WHAT YOU ARE ASKED TO DO: Copy, from the data below, each line that has the word "迪康大道".

RECORD SET:
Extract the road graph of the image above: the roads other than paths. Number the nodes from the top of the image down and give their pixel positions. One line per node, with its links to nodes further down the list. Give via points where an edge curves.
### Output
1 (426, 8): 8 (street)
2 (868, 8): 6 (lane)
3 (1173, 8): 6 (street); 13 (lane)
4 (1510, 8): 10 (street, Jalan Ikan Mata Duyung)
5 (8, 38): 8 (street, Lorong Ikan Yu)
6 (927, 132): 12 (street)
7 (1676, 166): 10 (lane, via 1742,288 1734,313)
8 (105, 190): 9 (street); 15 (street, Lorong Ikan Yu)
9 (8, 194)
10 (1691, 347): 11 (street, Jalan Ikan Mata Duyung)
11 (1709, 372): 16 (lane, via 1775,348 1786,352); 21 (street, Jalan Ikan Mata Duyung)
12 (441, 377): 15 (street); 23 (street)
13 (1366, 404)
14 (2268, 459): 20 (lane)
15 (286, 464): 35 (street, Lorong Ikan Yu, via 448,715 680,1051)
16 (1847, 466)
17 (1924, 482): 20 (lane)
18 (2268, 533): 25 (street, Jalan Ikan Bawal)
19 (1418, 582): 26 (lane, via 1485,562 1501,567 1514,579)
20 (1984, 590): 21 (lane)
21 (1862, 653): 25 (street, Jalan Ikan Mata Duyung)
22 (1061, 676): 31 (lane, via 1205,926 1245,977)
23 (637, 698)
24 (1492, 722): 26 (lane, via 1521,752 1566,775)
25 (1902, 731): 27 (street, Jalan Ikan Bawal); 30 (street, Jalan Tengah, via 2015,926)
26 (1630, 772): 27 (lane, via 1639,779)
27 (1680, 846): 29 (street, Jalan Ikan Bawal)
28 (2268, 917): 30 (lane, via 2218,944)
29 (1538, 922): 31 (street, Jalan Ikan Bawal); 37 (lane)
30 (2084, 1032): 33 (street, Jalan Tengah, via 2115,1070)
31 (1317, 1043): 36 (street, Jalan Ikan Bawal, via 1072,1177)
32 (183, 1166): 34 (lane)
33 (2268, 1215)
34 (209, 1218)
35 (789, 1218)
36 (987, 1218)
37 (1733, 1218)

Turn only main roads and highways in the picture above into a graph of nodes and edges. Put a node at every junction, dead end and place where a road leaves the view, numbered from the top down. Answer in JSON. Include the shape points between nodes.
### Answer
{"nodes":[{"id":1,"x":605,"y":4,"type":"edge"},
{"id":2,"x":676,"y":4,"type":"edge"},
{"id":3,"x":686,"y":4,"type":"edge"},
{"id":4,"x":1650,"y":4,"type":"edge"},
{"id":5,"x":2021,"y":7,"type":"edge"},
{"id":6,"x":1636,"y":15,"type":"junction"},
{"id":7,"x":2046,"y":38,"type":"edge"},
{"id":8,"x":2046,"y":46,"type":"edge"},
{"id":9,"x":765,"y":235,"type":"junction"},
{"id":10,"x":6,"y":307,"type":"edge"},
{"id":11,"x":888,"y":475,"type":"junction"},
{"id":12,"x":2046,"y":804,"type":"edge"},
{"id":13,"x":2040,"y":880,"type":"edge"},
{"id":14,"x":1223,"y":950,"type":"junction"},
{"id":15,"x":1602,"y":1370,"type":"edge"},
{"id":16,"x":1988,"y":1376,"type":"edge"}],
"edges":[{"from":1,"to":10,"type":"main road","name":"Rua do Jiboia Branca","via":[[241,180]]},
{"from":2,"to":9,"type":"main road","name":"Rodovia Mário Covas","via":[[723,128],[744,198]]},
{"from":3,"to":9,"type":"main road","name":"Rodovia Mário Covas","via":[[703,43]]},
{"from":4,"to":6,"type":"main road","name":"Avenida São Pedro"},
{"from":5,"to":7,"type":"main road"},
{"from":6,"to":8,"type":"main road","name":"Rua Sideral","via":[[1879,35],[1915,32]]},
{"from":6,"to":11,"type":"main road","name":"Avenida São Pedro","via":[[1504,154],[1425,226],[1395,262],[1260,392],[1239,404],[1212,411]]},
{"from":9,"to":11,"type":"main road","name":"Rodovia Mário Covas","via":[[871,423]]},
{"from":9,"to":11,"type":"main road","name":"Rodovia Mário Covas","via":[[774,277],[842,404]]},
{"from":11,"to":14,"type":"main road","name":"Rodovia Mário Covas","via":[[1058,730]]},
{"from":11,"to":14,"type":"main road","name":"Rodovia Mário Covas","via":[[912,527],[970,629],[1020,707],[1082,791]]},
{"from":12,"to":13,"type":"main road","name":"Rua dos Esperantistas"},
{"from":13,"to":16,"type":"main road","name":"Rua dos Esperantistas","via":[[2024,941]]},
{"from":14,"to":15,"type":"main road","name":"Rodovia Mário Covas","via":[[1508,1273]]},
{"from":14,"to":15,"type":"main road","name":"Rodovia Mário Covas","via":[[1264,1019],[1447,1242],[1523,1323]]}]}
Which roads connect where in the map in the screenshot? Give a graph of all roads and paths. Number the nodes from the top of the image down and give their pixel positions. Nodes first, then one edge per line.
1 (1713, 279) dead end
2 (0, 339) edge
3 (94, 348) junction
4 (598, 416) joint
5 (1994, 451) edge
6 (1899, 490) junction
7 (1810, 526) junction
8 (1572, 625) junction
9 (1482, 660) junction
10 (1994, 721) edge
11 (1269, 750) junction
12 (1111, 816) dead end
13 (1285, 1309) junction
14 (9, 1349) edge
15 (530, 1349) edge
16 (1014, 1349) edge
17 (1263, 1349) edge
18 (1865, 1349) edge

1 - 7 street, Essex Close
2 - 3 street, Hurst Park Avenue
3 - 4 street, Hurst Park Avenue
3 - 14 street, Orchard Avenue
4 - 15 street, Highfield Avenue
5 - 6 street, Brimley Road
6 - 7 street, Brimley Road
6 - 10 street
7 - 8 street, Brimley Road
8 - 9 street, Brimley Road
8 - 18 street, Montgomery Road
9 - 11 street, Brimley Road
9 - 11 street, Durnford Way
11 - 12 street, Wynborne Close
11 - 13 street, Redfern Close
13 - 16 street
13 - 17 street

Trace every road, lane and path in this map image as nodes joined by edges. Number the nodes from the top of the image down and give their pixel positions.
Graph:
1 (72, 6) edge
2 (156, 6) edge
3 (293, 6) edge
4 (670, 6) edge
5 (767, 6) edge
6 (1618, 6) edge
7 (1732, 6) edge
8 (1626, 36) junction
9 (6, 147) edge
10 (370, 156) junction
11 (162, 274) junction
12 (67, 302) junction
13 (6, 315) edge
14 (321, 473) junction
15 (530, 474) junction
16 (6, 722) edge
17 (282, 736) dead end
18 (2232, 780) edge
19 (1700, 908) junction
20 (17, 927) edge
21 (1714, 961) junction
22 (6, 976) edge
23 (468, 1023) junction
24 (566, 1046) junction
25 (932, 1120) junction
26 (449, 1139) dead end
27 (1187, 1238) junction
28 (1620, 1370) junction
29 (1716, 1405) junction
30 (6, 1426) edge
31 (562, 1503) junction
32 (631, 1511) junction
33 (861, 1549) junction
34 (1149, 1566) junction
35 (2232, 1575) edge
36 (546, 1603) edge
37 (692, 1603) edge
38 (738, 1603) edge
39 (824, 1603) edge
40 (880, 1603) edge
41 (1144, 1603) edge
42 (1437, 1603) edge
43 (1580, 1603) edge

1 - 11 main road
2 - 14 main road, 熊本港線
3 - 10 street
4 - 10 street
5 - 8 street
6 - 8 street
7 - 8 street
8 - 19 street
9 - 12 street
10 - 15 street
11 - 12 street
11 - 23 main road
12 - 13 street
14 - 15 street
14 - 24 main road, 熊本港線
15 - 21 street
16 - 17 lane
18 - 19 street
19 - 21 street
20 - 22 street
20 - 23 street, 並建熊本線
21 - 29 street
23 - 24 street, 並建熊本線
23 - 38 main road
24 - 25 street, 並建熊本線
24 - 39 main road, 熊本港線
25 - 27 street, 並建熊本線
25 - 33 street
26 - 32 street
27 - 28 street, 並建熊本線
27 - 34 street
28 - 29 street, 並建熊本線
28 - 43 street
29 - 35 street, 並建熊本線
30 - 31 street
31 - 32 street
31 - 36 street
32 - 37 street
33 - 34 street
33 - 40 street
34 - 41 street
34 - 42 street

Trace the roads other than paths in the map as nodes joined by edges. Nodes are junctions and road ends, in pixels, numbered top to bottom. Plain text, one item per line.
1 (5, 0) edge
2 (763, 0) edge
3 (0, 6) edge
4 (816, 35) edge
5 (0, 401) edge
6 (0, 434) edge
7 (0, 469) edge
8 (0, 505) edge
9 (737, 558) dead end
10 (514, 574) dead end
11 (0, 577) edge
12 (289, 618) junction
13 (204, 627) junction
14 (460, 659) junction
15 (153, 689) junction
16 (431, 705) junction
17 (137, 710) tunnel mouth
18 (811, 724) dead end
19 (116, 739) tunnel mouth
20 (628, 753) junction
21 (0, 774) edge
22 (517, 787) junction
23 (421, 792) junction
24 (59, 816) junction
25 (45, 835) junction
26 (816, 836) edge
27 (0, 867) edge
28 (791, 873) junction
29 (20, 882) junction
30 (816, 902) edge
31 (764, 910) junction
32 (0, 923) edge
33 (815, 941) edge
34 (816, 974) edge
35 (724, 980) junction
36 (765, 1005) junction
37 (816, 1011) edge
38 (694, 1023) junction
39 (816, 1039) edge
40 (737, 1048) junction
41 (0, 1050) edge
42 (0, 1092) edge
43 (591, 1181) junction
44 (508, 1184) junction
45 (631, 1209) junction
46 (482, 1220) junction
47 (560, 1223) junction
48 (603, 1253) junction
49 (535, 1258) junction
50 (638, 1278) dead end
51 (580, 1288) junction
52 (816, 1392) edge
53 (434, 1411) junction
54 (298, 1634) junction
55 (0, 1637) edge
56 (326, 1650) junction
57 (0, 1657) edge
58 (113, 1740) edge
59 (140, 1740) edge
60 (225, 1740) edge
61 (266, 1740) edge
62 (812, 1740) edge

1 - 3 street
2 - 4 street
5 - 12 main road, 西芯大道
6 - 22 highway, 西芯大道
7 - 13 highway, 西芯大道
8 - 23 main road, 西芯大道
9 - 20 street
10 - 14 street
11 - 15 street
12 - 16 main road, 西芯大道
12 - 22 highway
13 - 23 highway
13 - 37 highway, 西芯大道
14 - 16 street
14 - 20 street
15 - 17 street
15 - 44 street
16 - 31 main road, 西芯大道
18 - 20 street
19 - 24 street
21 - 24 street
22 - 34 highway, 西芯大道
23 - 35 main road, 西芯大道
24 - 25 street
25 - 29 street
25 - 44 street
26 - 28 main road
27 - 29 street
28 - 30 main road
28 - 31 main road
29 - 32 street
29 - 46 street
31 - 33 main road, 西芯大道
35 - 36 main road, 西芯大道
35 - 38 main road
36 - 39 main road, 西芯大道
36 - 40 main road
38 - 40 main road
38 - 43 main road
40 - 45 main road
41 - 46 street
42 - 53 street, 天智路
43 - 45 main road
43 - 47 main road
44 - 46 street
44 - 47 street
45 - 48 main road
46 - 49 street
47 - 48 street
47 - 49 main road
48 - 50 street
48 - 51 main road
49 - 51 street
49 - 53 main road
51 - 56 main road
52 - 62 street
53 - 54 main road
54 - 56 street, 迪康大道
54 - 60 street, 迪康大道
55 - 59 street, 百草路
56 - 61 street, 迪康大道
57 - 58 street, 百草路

ANSWER:
54 - 56 street, 迪康大道
54 - 60 street, 迪康大道
56 - 61 street, 迪康大道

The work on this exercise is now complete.